Using the data below, gather each line that includes the word "Right".

** Provided records follows **

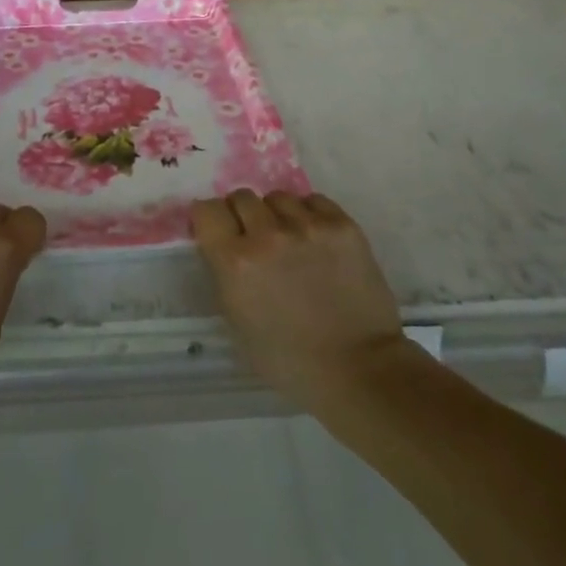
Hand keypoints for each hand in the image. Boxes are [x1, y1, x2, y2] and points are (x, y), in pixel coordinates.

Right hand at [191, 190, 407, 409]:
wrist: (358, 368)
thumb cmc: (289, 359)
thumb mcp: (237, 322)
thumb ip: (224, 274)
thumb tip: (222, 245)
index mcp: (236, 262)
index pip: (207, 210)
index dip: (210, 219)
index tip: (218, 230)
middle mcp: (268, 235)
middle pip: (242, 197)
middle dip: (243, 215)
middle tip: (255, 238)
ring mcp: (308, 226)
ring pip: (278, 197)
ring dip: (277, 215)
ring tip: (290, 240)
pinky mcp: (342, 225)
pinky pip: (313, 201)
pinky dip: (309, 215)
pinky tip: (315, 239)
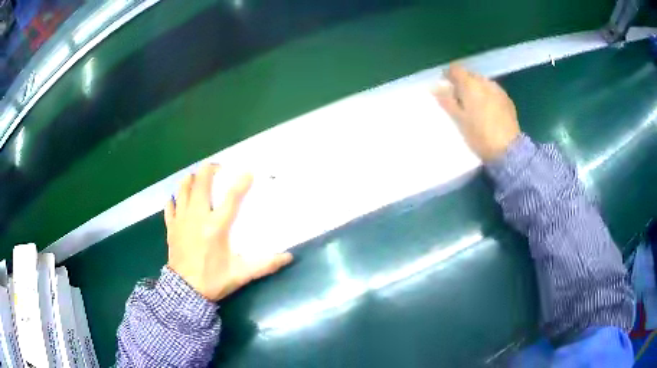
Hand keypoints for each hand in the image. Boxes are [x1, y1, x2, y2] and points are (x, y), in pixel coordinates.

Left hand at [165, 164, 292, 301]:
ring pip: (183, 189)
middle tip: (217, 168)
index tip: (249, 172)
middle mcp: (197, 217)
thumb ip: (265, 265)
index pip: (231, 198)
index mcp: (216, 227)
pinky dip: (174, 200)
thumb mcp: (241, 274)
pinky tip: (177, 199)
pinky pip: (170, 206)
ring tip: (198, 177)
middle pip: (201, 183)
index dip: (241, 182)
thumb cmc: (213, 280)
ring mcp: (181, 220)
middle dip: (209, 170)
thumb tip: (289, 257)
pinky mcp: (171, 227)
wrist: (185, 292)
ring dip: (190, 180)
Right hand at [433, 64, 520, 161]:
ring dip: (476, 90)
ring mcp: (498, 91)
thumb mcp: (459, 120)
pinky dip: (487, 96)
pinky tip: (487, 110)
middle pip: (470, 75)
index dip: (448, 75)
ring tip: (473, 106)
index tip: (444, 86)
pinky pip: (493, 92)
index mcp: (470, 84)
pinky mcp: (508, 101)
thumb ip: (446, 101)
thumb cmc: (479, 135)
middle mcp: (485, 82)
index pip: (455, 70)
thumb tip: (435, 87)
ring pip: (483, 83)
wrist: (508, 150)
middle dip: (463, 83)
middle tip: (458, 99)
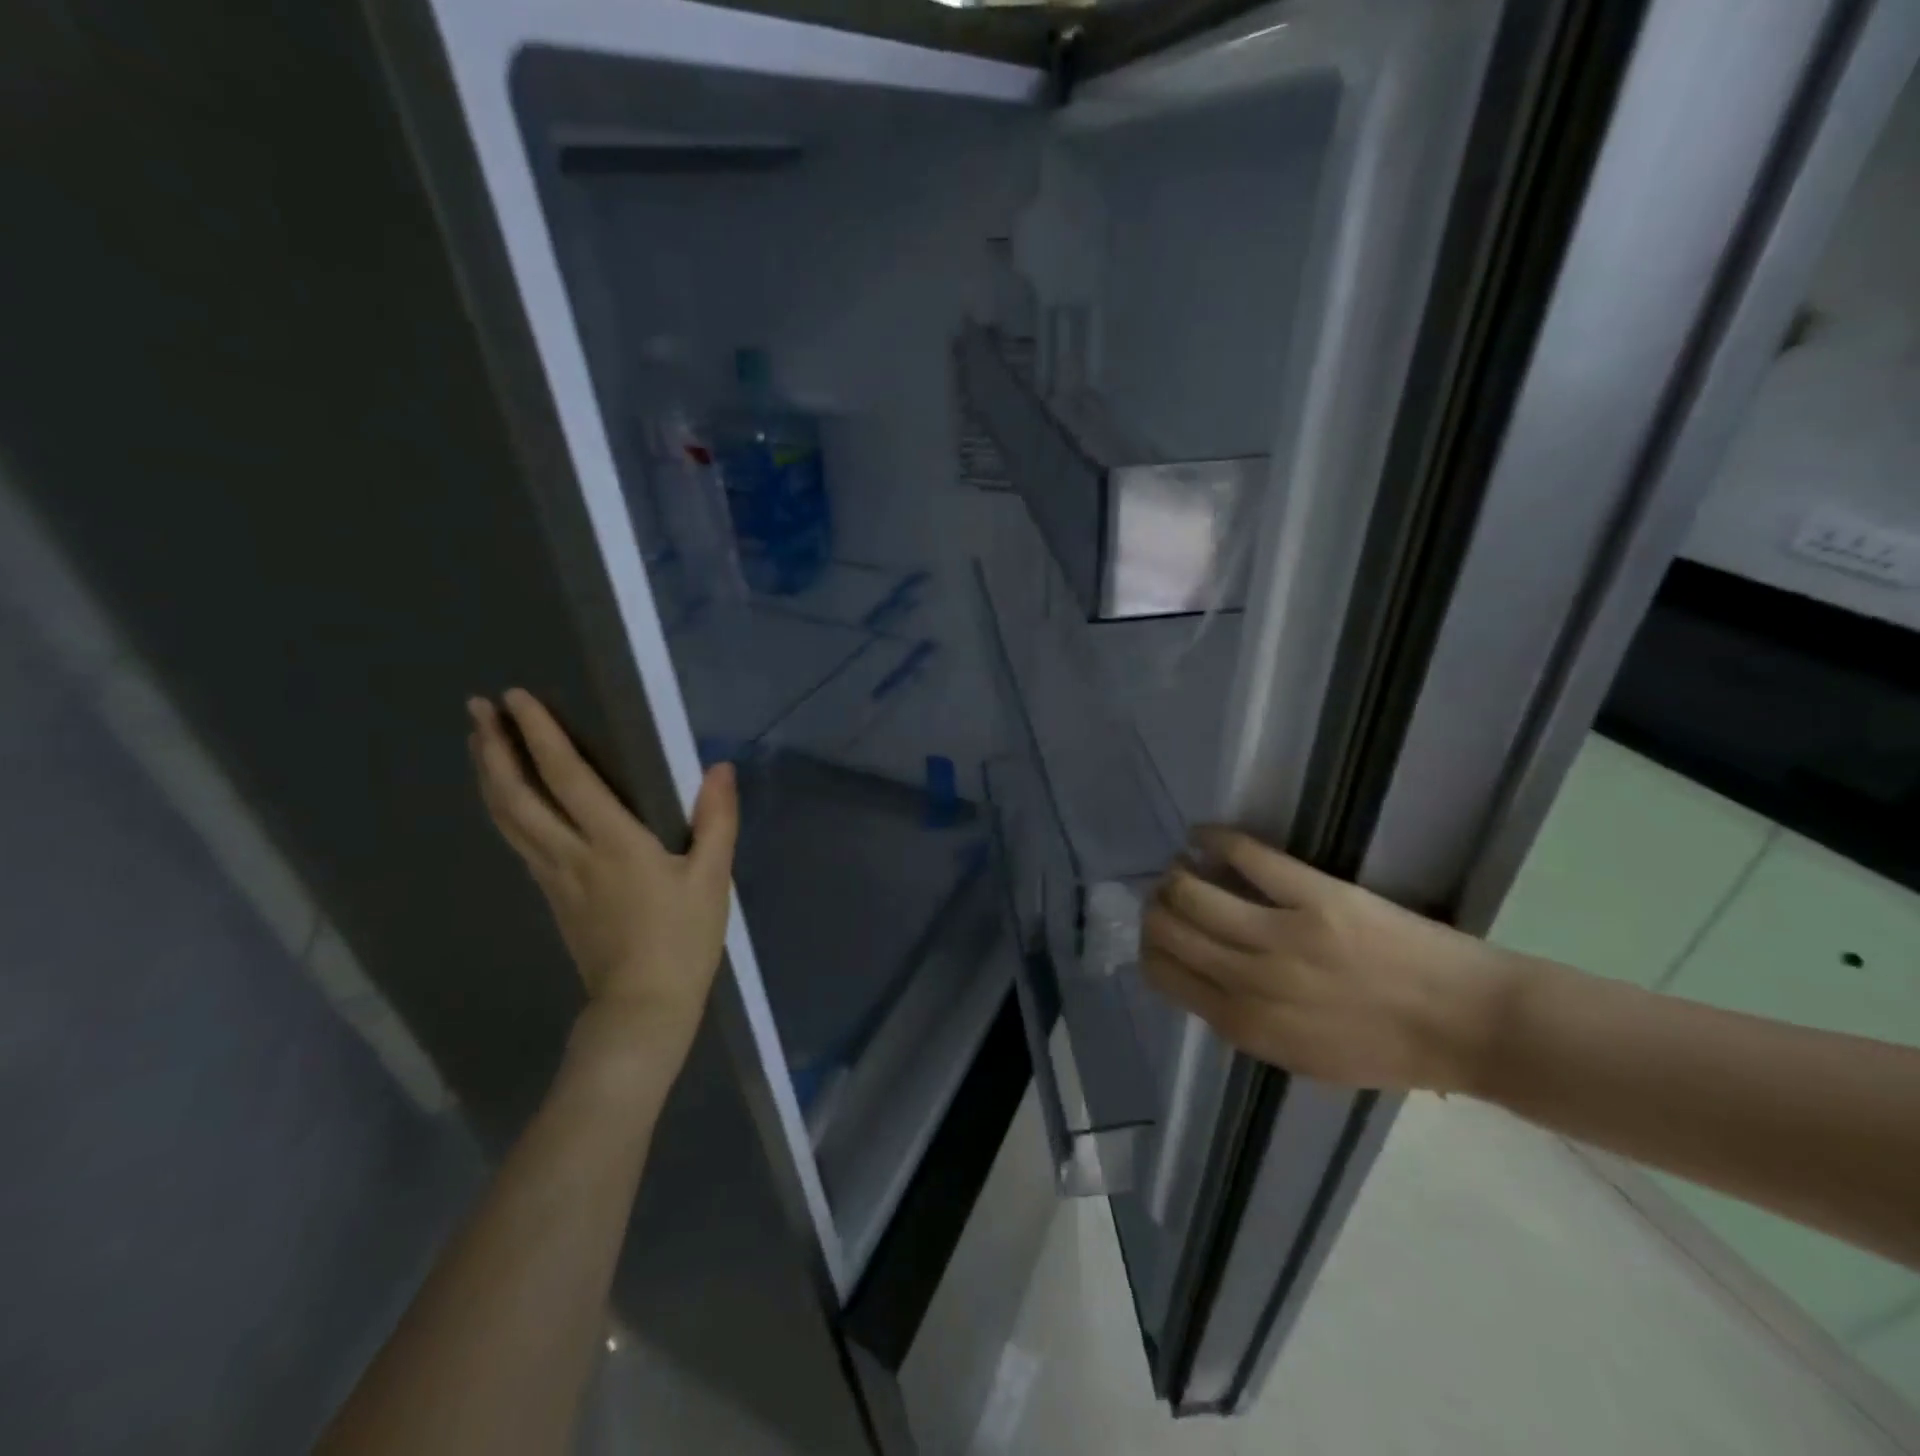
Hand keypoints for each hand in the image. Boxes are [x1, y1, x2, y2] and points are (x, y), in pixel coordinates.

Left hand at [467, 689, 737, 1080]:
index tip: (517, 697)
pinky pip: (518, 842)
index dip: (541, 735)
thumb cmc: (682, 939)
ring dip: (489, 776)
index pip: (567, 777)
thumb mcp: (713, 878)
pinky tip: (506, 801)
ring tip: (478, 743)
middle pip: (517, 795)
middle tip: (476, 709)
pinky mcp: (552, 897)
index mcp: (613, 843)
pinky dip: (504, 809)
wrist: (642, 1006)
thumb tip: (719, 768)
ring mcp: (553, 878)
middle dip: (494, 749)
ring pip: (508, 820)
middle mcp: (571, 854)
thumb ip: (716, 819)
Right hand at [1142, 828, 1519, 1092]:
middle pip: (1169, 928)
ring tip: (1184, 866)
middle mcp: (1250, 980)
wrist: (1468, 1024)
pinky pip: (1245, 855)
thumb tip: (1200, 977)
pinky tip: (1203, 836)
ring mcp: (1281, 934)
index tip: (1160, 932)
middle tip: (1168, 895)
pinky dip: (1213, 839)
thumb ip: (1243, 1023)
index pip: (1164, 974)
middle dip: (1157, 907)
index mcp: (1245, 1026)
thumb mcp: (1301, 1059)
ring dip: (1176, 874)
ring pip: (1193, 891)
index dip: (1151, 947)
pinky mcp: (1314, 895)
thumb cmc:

** End of Provided records **

=== Written reply ===
Right hand at [191, 190, 407, 409]:
Right hand at [433, 64, 520, 161]:
Right hand at [1142, 828, 1519, 1092]:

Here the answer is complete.